Sextoy producer Crave has launched a video that retells the story of female lust. It is a partly shocking, partly amusing cultural history that takes us from ancient Greece to the present day.
The US company Crave, whose products are currently not available in Europe, is making a passionate contribution to current feminist debates. The company’s promotional film tells the history of female lust and makes no secret of the fact that for most of human history this was a story of oppression.
Politically engaged companies in the USA
Crave thus joins the ranks of several companies that have recently taken up political positions. Last week, the sextoy manufacturer Dame, among others, placed an ad in the New York Times to protest against the anti-abortion policy of the Trump government. Even large corporations such as Disney and other Hollywood studios have announced that they will no longer invest in states that make abortion more difficult or undermine the right to self-determination. Businesses are thus positioning themselves very strongly and clearly in the socially progressive corner.
Crave is meddling in politics
Crave’s film also becomes immediately political, where it says right at the beginning: »This is about the history of women’s pleasure and how it’s been suppressed for centuries.« Ti Chang is a co-founder of Crave and says of the campaign: »The more we dug, the more we learned that the history of women’s pleasure is mostly a story about how society has sought to negate women’s pleasure and control women’s bodies for centuries.«
Referring to the anti-abortion laws enacted in Georgia, Alabama, and Ohio, Chang says: »Taking a look at the latest headlines, it’s pretty clear that this little video we sought out to make turned out to be more relevant and important than we ever thought it would be.«
A Cultural History of the Oppression of Women
The narrative arc of the video actually draws a depressing picture. Even the Greeks regarded women and their lust as inferior. The vagina was thought to be a stunted penis. In Christianity, the sexuality of women was constantly denied and hushed up, and in the particularly dark years of witch-hunts, it became a misogynous instrument of social reprimand and some private revenge. The centuries-long practices of genital mutilation among women in African tribes, which reach to the present day, are addressed as well as the 19th-century Western concept of »hysteria« as a disease description for sexually frustrated women.

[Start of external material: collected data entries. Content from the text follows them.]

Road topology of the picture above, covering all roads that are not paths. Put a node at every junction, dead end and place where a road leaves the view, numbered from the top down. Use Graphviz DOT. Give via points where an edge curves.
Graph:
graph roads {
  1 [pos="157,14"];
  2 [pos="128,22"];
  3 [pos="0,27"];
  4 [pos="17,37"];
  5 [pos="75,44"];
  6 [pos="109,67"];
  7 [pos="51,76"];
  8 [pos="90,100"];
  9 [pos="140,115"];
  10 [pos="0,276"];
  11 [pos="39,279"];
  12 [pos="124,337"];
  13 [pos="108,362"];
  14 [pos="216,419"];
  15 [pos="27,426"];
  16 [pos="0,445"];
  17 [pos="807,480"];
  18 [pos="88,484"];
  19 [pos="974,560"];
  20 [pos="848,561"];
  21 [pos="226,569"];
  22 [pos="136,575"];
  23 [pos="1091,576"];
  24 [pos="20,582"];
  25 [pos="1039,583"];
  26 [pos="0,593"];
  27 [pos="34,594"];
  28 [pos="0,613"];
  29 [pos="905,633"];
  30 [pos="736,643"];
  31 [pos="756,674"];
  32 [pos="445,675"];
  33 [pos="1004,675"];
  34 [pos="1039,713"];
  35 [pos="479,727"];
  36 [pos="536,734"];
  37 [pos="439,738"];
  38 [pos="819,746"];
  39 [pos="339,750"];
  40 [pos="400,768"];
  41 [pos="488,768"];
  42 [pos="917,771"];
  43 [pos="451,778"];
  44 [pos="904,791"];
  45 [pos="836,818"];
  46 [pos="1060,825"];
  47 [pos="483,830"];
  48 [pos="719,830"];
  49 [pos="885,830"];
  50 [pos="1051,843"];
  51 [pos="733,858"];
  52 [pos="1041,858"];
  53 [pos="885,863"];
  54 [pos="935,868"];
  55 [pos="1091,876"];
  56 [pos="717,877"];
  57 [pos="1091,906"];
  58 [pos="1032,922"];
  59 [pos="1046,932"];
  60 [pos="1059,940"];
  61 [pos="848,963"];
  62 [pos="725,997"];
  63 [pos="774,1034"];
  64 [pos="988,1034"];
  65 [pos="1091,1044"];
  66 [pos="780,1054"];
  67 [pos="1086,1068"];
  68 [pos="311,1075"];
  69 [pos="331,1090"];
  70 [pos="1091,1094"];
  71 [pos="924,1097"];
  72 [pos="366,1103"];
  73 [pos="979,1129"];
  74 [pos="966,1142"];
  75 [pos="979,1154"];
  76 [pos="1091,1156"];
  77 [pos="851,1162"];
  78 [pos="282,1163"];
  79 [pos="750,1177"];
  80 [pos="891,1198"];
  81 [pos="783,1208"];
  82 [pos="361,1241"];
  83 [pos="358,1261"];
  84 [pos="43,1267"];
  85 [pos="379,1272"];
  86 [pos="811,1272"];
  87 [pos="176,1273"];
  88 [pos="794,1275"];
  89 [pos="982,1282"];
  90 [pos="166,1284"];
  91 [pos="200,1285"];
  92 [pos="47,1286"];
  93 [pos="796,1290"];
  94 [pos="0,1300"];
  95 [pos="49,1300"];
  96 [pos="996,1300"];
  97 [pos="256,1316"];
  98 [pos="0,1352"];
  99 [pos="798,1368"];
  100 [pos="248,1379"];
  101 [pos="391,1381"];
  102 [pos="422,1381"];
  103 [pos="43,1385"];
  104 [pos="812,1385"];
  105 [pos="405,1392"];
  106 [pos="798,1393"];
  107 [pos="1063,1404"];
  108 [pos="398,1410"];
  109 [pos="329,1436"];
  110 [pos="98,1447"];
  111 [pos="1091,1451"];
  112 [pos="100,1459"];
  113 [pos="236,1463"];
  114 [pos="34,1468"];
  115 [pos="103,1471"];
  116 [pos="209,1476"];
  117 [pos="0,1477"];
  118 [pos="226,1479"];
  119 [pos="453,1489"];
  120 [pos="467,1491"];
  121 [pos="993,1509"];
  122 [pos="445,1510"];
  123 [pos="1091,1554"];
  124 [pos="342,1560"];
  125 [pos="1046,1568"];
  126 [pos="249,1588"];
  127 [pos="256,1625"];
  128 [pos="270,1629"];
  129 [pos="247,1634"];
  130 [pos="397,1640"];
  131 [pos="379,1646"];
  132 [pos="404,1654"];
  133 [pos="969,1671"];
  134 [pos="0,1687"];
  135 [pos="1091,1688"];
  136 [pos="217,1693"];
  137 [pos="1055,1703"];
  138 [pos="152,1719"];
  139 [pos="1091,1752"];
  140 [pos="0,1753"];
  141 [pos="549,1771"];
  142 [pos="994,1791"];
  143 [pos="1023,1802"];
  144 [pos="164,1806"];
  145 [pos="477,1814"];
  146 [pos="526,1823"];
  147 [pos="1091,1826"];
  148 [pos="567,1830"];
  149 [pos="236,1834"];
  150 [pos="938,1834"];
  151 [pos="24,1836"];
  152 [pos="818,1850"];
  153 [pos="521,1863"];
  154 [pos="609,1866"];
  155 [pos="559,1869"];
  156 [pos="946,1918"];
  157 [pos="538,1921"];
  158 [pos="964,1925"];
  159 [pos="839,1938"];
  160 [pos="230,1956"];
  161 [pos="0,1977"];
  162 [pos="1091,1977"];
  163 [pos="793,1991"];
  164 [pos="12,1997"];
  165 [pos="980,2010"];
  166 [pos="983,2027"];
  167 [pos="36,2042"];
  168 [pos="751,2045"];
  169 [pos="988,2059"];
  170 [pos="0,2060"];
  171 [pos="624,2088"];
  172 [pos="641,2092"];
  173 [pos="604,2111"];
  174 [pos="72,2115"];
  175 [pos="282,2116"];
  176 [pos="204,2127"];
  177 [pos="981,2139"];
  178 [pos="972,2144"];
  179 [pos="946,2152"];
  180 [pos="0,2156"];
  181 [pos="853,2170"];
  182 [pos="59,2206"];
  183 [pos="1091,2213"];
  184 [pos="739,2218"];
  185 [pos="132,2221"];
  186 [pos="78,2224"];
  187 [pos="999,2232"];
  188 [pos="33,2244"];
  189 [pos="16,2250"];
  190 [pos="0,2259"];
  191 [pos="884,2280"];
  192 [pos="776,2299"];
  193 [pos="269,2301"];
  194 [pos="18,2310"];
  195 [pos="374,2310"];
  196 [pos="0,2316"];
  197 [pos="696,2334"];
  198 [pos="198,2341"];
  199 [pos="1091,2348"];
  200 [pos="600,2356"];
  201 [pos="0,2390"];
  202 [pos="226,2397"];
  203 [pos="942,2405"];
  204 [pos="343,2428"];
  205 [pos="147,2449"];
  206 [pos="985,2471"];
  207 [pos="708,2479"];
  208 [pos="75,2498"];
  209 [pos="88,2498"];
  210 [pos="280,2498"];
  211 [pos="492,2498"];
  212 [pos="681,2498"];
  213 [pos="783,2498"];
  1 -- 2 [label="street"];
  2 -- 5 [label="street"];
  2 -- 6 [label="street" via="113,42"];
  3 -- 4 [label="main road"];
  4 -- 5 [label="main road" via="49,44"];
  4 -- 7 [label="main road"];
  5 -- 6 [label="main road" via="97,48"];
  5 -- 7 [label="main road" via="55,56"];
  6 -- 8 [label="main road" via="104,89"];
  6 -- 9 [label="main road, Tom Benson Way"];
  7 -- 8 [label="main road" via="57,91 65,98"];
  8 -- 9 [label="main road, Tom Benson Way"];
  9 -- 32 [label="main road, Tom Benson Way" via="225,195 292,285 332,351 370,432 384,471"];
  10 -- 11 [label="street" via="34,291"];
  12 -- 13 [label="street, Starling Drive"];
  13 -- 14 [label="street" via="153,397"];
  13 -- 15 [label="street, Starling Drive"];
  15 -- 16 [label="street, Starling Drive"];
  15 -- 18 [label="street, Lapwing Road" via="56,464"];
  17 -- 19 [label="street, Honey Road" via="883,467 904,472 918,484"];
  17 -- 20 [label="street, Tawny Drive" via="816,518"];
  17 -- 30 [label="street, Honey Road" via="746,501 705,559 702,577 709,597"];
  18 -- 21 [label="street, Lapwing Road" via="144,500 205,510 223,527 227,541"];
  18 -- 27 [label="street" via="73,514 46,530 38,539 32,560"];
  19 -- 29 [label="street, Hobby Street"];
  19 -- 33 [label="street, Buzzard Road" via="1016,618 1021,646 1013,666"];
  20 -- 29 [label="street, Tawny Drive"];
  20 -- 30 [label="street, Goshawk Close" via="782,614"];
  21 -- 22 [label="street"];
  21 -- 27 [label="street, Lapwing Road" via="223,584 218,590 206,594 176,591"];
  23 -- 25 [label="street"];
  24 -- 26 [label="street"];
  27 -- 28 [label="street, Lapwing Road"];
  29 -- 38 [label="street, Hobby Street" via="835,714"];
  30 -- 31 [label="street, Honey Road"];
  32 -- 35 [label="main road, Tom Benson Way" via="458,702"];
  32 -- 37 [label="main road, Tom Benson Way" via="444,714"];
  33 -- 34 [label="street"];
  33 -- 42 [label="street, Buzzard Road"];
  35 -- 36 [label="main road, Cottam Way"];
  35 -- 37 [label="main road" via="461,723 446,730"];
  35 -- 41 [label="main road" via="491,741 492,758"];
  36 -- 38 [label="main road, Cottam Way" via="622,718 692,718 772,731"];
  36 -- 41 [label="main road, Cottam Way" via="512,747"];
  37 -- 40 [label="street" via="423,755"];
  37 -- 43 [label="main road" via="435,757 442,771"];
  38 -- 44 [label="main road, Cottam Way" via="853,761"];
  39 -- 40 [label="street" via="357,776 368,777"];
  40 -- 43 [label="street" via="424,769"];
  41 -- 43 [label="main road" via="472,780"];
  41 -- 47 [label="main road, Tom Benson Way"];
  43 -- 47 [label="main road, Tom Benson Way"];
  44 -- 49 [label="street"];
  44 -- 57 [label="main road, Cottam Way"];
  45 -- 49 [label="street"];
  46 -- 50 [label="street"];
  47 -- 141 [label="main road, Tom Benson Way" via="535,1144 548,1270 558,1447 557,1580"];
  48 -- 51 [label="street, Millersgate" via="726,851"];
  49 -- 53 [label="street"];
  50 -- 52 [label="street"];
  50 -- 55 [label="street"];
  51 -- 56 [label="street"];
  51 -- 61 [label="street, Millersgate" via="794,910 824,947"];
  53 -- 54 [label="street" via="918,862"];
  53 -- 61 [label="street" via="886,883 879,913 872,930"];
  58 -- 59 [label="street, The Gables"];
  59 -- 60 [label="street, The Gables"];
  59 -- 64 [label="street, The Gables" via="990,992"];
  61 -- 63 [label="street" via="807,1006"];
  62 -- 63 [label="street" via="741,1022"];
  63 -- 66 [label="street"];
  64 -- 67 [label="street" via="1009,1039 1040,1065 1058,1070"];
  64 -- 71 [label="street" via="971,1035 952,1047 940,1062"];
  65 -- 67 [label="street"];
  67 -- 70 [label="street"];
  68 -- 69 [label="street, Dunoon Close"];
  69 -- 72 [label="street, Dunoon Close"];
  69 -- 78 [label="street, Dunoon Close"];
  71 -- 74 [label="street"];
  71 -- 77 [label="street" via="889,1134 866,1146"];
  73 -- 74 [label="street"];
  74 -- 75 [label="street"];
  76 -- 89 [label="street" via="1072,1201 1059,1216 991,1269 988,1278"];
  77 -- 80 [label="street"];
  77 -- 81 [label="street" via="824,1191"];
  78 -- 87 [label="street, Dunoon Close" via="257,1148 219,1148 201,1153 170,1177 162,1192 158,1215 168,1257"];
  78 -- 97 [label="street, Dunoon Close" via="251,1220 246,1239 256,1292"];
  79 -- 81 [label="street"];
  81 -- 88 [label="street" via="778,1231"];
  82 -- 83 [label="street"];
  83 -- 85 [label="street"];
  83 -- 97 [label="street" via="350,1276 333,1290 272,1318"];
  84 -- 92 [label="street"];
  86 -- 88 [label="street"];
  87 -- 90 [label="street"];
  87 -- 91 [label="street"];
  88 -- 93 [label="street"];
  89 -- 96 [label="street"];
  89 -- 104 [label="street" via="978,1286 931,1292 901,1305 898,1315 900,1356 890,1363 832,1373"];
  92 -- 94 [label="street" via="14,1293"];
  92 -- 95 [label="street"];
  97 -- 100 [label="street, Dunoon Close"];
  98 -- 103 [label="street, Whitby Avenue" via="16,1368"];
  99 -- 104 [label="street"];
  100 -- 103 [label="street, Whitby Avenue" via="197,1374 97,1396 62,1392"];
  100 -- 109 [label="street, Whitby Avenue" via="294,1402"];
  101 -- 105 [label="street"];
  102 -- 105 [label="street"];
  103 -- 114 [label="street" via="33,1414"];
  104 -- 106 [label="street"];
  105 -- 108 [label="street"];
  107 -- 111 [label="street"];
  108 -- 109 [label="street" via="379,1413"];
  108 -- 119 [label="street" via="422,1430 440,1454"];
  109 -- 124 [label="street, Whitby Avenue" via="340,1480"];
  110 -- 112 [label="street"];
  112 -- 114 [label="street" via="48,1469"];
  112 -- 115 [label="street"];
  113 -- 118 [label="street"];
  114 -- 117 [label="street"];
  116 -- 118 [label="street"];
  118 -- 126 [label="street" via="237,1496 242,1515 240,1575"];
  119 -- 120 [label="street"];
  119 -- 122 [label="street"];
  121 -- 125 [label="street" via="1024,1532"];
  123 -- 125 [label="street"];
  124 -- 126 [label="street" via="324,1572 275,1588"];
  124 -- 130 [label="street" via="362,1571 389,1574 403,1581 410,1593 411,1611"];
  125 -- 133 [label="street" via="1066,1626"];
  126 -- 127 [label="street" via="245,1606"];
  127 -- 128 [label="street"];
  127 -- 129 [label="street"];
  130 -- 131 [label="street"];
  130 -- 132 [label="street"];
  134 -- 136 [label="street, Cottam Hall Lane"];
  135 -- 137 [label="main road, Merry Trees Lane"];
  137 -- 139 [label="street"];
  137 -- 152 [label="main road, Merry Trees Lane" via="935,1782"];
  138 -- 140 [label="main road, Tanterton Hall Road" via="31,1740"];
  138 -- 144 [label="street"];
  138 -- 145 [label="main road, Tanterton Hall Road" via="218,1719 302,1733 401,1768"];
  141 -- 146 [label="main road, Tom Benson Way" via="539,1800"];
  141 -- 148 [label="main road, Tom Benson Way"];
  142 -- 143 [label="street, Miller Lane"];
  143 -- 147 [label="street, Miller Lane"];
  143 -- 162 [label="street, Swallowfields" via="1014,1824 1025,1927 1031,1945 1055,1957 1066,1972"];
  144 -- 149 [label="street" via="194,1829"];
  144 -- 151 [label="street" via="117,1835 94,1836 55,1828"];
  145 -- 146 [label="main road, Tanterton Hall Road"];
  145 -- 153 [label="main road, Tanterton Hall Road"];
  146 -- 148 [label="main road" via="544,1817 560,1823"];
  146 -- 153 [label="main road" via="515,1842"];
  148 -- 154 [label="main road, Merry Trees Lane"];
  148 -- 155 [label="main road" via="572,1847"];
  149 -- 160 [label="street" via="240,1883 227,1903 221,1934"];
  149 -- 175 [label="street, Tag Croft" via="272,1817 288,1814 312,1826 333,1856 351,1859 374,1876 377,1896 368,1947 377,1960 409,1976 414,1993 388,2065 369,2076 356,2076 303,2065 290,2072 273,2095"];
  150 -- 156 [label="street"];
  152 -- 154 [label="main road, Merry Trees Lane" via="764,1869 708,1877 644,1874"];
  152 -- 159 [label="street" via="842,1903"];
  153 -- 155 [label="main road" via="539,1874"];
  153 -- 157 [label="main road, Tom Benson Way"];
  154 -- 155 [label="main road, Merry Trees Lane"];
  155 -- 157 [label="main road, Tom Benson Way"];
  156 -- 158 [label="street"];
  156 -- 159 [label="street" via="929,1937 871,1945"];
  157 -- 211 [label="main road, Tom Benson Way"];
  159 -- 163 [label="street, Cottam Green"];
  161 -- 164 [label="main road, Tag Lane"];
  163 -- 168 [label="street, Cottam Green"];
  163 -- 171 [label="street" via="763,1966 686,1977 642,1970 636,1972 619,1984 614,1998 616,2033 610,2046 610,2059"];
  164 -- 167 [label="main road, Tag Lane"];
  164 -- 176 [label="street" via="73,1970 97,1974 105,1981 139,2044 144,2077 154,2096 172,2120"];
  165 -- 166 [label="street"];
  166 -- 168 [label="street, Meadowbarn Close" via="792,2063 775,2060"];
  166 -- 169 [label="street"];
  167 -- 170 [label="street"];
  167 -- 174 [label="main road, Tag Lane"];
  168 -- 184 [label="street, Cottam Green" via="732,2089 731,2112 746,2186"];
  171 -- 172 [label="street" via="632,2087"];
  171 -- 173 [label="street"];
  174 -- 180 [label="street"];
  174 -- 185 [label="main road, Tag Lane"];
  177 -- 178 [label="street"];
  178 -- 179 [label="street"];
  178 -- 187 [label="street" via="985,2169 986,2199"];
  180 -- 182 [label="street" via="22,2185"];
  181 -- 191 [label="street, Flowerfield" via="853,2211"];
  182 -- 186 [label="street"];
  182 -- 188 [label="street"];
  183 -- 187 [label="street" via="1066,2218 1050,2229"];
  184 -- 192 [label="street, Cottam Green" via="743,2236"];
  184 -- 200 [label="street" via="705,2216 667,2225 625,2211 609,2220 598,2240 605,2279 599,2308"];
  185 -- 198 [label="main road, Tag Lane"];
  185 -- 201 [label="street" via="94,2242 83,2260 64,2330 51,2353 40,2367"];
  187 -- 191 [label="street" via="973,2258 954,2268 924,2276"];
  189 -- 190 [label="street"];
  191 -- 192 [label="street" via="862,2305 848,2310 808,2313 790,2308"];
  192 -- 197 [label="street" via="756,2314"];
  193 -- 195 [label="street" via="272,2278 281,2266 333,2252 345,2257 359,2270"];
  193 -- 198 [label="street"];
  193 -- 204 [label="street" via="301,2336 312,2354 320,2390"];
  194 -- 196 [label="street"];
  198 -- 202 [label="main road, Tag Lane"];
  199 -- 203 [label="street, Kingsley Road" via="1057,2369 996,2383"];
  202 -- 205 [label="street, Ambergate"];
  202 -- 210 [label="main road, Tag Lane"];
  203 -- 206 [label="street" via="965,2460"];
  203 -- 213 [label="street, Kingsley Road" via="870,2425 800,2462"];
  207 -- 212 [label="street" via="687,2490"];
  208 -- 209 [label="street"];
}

Commenting on the film’s objectives, the company says: »We have a vision for the world where everybody is empowered to own their pleasure. And that vision cannot possibly come to pass in a world where half the population has its bodily autonomy challenged and threatened. Having real conversations about female pleasure might seem like a lofty goal in an environment as wrought as the one we find ourselves in today. We think it’s essential, and that is why we made this video.«
Below the surface: Little change?
Crave adds: »While the tactics are different, it’s clear that not much has changed. This is more than just a history lesson, this is a rallying cry. Your pleasure doesn’t belong to anyone but you – own it.«
The film can be found on the company’s Facebook profile. From Europe, it is unfortunately not possible to visit Crave’s website. Europeans will only find an upstream page that refers to Amazon. A missed chance, as the video could have interested one or the other European dealer in Crave’s products.